- **TASK GOAL**
Find every line in the data that contains the word "Сагайдачного". Return each of those lines.

• • • • • • •

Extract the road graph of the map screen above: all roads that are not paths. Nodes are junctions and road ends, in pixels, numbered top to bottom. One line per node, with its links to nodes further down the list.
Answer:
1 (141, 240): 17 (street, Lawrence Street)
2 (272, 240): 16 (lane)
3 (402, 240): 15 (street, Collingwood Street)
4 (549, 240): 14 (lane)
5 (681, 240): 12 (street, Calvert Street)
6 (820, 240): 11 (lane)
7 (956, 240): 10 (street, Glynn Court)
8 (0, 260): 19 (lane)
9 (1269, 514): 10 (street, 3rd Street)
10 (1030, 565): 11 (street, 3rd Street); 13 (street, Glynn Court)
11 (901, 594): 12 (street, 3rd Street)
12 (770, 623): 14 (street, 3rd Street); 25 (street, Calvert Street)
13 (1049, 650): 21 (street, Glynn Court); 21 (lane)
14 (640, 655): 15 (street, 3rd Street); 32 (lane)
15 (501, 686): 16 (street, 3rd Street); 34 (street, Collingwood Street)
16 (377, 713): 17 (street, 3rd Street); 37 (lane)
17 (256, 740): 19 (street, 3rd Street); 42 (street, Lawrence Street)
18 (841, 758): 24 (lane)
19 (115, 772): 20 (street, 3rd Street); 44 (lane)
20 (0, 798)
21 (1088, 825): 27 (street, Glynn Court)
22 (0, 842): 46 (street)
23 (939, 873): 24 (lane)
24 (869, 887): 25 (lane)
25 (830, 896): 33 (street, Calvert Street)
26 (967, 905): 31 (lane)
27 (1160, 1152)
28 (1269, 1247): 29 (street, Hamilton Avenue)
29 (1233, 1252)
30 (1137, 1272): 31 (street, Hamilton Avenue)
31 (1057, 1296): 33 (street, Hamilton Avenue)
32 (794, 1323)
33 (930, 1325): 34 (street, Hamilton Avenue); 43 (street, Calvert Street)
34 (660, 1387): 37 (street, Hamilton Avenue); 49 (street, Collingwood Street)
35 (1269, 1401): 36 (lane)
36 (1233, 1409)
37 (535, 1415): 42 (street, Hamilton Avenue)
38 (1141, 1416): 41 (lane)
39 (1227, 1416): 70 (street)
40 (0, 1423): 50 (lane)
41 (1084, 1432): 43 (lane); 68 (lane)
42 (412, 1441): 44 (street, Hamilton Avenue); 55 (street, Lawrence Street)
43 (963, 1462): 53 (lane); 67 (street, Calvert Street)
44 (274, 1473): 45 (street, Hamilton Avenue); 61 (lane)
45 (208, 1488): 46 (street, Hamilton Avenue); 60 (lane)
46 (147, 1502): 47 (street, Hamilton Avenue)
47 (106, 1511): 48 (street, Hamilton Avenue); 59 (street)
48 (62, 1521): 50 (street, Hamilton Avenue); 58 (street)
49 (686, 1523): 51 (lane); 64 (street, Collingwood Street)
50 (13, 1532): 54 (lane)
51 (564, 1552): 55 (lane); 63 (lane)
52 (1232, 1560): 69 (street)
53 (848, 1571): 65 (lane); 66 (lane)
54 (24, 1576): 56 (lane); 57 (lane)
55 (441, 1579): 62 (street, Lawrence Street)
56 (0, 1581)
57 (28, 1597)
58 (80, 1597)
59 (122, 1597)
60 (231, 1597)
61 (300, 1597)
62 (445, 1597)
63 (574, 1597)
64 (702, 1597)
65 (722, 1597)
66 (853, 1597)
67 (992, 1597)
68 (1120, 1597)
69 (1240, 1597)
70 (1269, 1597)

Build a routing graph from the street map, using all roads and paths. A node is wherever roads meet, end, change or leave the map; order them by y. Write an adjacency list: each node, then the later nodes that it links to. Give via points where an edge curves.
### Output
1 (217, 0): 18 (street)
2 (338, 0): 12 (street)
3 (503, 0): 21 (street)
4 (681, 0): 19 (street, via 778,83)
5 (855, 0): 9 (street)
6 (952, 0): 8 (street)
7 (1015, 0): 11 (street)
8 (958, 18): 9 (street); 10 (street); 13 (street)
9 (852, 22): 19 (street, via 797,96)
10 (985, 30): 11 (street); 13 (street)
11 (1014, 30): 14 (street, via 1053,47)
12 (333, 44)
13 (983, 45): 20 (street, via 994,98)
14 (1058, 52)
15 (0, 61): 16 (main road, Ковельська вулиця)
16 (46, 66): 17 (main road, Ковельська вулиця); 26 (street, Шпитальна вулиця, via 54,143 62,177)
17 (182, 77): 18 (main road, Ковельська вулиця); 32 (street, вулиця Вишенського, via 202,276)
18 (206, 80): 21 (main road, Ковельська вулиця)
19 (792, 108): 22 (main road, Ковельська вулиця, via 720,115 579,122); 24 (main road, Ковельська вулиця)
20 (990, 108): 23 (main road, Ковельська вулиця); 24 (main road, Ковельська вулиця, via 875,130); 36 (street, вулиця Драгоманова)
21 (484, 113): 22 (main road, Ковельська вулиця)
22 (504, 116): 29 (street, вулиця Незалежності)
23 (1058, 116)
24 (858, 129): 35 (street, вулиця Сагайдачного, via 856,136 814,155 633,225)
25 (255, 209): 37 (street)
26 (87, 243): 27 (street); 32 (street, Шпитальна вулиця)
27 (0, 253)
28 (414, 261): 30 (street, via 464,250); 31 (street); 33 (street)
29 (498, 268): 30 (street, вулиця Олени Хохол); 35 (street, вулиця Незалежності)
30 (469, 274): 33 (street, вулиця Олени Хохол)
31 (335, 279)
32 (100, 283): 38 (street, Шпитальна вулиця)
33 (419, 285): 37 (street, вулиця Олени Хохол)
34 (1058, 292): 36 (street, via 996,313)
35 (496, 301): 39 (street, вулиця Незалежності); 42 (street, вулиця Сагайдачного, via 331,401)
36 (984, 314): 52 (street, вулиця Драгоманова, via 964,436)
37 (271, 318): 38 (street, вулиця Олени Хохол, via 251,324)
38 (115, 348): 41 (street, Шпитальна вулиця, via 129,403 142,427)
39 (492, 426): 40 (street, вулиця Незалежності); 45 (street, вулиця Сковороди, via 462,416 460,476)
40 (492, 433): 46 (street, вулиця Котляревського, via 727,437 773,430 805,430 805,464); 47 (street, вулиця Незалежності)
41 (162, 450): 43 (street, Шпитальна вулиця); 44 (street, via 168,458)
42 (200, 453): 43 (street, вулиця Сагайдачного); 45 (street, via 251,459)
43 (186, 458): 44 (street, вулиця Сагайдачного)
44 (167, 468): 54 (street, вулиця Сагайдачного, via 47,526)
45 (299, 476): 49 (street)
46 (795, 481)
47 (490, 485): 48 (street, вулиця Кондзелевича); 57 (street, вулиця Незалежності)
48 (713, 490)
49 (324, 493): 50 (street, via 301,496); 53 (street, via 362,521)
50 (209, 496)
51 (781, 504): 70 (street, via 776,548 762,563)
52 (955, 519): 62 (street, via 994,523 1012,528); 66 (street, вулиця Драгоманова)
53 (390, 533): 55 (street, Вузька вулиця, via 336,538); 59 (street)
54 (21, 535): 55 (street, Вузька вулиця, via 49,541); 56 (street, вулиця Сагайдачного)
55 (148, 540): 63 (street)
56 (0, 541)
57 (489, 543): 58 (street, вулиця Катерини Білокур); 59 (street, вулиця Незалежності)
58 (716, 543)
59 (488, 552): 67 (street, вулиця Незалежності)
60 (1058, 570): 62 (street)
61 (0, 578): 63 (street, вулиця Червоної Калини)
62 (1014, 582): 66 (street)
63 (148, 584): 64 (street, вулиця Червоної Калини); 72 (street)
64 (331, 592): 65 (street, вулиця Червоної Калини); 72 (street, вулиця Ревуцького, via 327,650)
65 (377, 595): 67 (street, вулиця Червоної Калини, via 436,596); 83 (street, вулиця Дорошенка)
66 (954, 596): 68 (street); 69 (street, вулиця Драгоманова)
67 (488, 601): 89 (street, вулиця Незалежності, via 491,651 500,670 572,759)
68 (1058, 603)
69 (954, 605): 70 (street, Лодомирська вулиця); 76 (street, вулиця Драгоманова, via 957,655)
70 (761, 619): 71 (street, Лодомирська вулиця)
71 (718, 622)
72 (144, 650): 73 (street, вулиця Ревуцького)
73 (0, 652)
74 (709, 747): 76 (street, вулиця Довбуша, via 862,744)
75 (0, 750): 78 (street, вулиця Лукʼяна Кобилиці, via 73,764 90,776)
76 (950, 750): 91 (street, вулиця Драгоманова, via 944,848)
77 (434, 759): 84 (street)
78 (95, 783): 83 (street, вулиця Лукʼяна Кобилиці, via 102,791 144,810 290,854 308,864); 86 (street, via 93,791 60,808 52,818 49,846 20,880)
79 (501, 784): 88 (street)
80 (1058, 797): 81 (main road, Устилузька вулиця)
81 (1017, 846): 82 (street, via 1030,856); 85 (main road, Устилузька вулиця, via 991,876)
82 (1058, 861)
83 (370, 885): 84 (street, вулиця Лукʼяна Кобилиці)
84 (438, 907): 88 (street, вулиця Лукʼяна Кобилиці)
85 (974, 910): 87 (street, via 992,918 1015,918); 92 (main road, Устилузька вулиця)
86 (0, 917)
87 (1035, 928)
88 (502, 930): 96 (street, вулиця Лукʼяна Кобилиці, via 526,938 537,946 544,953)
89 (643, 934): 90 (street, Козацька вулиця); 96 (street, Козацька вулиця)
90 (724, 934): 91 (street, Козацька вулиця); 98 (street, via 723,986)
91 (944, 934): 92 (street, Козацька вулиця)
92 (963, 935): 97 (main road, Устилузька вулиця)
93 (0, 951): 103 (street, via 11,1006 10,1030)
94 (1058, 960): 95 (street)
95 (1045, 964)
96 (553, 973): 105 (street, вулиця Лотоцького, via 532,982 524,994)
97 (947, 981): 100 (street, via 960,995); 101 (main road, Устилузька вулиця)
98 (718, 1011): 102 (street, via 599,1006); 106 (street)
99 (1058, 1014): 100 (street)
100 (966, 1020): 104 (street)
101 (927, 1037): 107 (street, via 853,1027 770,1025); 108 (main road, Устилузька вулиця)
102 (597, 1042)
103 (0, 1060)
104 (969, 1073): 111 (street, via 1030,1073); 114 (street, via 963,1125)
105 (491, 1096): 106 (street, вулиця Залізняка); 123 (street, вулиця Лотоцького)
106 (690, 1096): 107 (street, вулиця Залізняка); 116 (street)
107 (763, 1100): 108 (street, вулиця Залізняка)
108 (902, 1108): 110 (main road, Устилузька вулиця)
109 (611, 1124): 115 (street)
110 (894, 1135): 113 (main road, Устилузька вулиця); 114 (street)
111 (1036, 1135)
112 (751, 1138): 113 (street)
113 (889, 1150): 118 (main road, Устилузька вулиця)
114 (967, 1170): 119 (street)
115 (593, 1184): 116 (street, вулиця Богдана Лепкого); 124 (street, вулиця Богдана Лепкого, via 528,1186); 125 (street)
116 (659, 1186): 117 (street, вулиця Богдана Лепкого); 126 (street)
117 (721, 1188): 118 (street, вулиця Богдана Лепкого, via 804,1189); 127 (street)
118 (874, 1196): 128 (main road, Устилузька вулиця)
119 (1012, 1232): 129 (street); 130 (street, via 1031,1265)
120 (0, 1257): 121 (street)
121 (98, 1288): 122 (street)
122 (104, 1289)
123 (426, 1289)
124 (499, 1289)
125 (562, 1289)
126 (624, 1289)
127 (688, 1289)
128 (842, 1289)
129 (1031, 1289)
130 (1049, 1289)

• • • • • • •

- **SOLVED EXERCISE**
24 (858, 129): 35 (street, вулиця Сагайдачного, via 856,136 814,155 633,225)
35 (496, 301): 39 (street, вулиця Незалежності); 42 (street, вулиця Сагайдачного, via 331,401)
42 (200, 453): 43 (street, вулиця Сагайдачного); 45 (street, via 251,459)
43 (186, 458): 44 (street, вулиця Сагайдачного)
44 (167, 468): 54 (street, вулиця Сагайдачного, via 47,526)
54 (21, 535): 55 (street, Вузька вулиця, via 49,541); 56 (street, вулиця Сагайдачного)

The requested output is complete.